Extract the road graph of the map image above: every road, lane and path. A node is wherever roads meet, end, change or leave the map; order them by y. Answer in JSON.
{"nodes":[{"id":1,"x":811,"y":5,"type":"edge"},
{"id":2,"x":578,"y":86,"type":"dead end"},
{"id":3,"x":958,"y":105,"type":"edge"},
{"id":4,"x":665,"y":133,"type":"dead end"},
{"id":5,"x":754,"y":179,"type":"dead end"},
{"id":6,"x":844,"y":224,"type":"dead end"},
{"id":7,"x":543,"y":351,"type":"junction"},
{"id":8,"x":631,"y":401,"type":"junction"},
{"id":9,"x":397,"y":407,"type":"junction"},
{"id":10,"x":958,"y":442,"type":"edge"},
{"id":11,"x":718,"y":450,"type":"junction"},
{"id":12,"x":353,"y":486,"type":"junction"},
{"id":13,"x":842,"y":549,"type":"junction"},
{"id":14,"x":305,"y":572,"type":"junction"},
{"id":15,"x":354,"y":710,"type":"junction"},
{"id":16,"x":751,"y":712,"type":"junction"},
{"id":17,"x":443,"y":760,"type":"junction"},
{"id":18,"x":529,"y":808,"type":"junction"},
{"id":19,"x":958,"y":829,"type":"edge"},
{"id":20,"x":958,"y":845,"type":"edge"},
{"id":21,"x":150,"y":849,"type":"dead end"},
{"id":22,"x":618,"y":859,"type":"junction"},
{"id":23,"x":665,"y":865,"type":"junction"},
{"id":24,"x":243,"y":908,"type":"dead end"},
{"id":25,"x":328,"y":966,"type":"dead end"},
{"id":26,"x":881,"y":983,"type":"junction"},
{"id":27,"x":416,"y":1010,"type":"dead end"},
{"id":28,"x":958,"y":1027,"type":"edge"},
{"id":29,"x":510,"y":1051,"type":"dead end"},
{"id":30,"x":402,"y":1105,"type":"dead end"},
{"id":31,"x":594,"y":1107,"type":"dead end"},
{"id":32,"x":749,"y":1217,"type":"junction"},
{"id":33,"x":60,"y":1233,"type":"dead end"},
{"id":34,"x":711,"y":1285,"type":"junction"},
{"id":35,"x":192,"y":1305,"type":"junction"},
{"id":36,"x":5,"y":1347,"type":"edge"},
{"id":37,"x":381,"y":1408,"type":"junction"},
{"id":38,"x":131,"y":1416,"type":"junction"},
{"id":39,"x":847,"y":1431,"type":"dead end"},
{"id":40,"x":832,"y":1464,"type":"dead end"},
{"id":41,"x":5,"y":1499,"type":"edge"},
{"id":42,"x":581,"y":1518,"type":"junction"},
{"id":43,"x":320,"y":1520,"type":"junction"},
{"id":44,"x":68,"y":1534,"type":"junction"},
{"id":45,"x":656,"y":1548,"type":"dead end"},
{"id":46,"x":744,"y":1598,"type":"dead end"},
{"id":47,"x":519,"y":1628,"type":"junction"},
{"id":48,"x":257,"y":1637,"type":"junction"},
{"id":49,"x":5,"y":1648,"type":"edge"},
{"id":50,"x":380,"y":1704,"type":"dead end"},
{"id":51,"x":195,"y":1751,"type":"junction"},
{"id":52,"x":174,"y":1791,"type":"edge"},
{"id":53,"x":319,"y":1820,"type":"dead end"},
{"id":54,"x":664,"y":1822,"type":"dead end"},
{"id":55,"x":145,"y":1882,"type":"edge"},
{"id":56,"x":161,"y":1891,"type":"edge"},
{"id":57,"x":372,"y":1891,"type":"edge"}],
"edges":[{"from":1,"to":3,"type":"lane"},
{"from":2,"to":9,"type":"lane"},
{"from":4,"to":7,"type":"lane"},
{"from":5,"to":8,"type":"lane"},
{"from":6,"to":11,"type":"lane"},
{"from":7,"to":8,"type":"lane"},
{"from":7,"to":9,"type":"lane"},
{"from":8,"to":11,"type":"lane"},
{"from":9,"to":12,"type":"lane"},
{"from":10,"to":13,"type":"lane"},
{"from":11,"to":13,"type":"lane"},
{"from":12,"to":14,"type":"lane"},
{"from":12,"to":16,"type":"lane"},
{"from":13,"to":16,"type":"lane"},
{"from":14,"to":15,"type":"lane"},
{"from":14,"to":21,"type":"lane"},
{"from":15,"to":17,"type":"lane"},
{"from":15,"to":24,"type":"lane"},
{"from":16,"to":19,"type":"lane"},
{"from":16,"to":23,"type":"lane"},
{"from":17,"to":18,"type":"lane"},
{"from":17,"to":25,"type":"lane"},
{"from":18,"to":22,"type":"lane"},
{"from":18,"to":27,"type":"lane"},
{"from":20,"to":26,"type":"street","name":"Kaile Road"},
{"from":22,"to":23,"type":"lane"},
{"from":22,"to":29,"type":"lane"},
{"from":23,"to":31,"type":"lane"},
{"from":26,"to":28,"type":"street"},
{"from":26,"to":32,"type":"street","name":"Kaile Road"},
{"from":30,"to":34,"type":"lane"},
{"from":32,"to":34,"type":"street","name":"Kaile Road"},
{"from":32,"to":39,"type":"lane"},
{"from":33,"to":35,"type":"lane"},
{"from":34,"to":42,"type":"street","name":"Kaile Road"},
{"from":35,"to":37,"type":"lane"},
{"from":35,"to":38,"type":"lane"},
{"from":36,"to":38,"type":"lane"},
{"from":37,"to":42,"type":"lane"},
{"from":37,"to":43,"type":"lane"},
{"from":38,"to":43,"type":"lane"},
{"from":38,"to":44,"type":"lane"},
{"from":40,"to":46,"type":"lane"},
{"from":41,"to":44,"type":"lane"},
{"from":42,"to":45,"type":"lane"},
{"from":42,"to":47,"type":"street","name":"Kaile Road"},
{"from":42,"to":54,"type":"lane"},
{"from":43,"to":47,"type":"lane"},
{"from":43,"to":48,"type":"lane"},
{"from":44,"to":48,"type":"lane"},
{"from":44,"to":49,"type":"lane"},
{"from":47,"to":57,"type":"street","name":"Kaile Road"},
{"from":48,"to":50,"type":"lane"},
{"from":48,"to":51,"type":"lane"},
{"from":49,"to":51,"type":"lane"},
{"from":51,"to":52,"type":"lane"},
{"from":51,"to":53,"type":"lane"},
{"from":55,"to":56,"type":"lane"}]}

------------------------

§ Work to be completed:
Nothing in the records may be dropped; reproduce them exactly.

§ Result of this task:
Extract the road graph of the map image above: every road, lane and path. A node is wherever roads meet, end, change or leave the map; order them by y. Answer in JSON.
{"nodes":[{"id":1,"x":811,"y":5,"type":"edge"},
{"id":2,"x":578,"y":86,"type":"dead end"},
{"id":3,"x":958,"y":105,"type":"edge"},
{"id":4,"x":665,"y":133,"type":"dead end"},
{"id":5,"x":754,"y":179,"type":"dead end"},
{"id":6,"x":844,"y":224,"type":"dead end"},
{"id":7,"x":543,"y":351,"type":"junction"},
{"id":8,"x":631,"y":401,"type":"junction"},
{"id":9,"x":397,"y":407,"type":"junction"},
{"id":10,"x":958,"y":442,"type":"edge"},
{"id":11,"x":718,"y":450,"type":"junction"},
{"id":12,"x":353,"y":486,"type":"junction"},
{"id":13,"x":842,"y":549,"type":"junction"},
{"id":14,"x":305,"y":572,"type":"junction"},
{"id":15,"x":354,"y":710,"type":"junction"},
{"id":16,"x":751,"y":712,"type":"junction"},
{"id":17,"x":443,"y":760,"type":"junction"},
{"id":18,"x":529,"y":808,"type":"junction"},
{"id":19,"x":958,"y":829,"type":"edge"},
{"id":20,"x":958,"y":845,"type":"edge"},
{"id":21,"x":150,"y":849,"type":"dead end"},
{"id":22,"x":618,"y":859,"type":"junction"},
{"id":23,"x":665,"y":865,"type":"junction"},
{"id":24,"x":243,"y":908,"type":"dead end"},
{"id":25,"x":328,"y":966,"type":"dead end"},
{"id":26,"x":881,"y":983,"type":"junction"},
{"id":27,"x":416,"y":1010,"type":"dead end"},
{"id":28,"x":958,"y":1027,"type":"edge"},
{"id":29,"x":510,"y":1051,"type":"dead end"},
{"id":30,"x":402,"y":1105,"type":"dead end"},
{"id":31,"x":594,"y":1107,"type":"dead end"},
{"id":32,"x":749,"y":1217,"type":"junction"},
{"id":33,"x":60,"y":1233,"type":"dead end"},
{"id":34,"x":711,"y":1285,"type":"junction"},
{"id":35,"x":192,"y":1305,"type":"junction"},
{"id":36,"x":5,"y":1347,"type":"edge"},
{"id":37,"x":381,"y":1408,"type":"junction"},
{"id":38,"x":131,"y":1416,"type":"junction"},
{"id":39,"x":847,"y":1431,"type":"dead end"},
{"id":40,"x":832,"y":1464,"type":"dead end"},
{"id":41,"x":5,"y":1499,"type":"edge"},
{"id":42,"x":581,"y":1518,"type":"junction"},
{"id":43,"x":320,"y":1520,"type":"junction"},
{"id":44,"x":68,"y":1534,"type":"junction"},
{"id":45,"x":656,"y":1548,"type":"dead end"},
{"id":46,"x":744,"y":1598,"type":"dead end"},
{"id":47,"x":519,"y":1628,"type":"junction"},
{"id":48,"x":257,"y":1637,"type":"junction"},
{"id":49,"x":5,"y":1648,"type":"edge"},
{"id":50,"x":380,"y":1704,"type":"dead end"},
{"id":51,"x":195,"y":1751,"type":"junction"},
{"id":52,"x":174,"y":1791,"type":"edge"},
{"id":53,"x":319,"y":1820,"type":"dead end"},
{"id":54,"x":664,"y":1822,"type":"dead end"},
{"id":55,"x":145,"y":1882,"type":"edge"},
{"id":56,"x":161,"y":1891,"type":"edge"},
{"id":57,"x":372,"y":1891,"type":"edge"}],
"edges":[{"from":1,"to":3,"type":"lane"},
{"from":2,"to":9,"type":"lane"},
{"from":4,"to":7,"type":"lane"},
{"from":5,"to":8,"type":"lane"},
{"from":6,"to":11,"type":"lane"},
{"from":7,"to":8,"type":"lane"},
{"from":7,"to":9,"type":"lane"},
{"from":8,"to":11,"type":"lane"},
{"from":9,"to":12,"type":"lane"},
{"from":10,"to":13,"type":"lane"},
{"from":11,"to":13,"type":"lane"},
{"from":12,"to":14,"type":"lane"},
{"from":12,"to":16,"type":"lane"},
{"from":13,"to":16,"type":"lane"},
{"from":14,"to":15,"type":"lane"},
{"from":14,"to":21,"type":"lane"},
{"from":15,"to":17,"type":"lane"},
{"from":15,"to":24,"type":"lane"},
{"from":16,"to":19,"type":"lane"},
{"from":16,"to":23,"type":"lane"},
{"from":17,"to":18,"type":"lane"},
{"from":17,"to":25,"type":"lane"},
{"from":18,"to":22,"type":"lane"},
{"from":18,"to":27,"type":"lane"},
{"from":20,"to":26,"type":"street","name":"Kaile Road"},
{"from":22,"to":23,"type":"lane"},
{"from":22,"to":29,"type":"lane"},
{"from":23,"to":31,"type":"lane"},
{"from":26,"to":28,"type":"street"},
{"from":26,"to":32,"type":"street","name":"Kaile Road"},
{"from":30,"to":34,"type":"lane"},
{"from":32,"to":34,"type":"street","name":"Kaile Road"},
{"from":32,"to":39,"type":"lane"},
{"from":33,"to":35,"type":"lane"},
{"from":34,"to":42,"type":"street","name":"Kaile Road"},
{"from":35,"to":37,"type":"lane"},
{"from":35,"to":38,"type":"lane"},
{"from":36,"to":38,"type":"lane"},
{"from":37,"to":42,"type":"lane"},
{"from":37,"to":43,"type":"lane"},
{"from":38,"to":43,"type":"lane"},
{"from":38,"to":44,"type":"lane"},
{"from":40,"to":46,"type":"lane"},
{"from":41,"to":44,"type":"lane"},
{"from":42,"to":45,"type":"lane"},
{"from":42,"to":47,"type":"street","name":"Kaile Road"},
{"from":42,"to":54,"type":"lane"},
{"from":43,"to":47,"type":"lane"},
{"from":43,"to":48,"type":"lane"},
{"from":44,"to":48,"type":"lane"},
{"from":44,"to":49,"type":"lane"},
{"from":47,"to":57,"type":"street","name":"Kaile Road"},
{"from":48,"to":50,"type":"lane"},
{"from":48,"to":51,"type":"lane"},
{"from":49,"to":51,"type":"lane"},
{"from":51,"to":52,"type":"lane"},
{"from":51,"to":53,"type":"lane"},
{"from":55,"to":56,"type":"lane"}]}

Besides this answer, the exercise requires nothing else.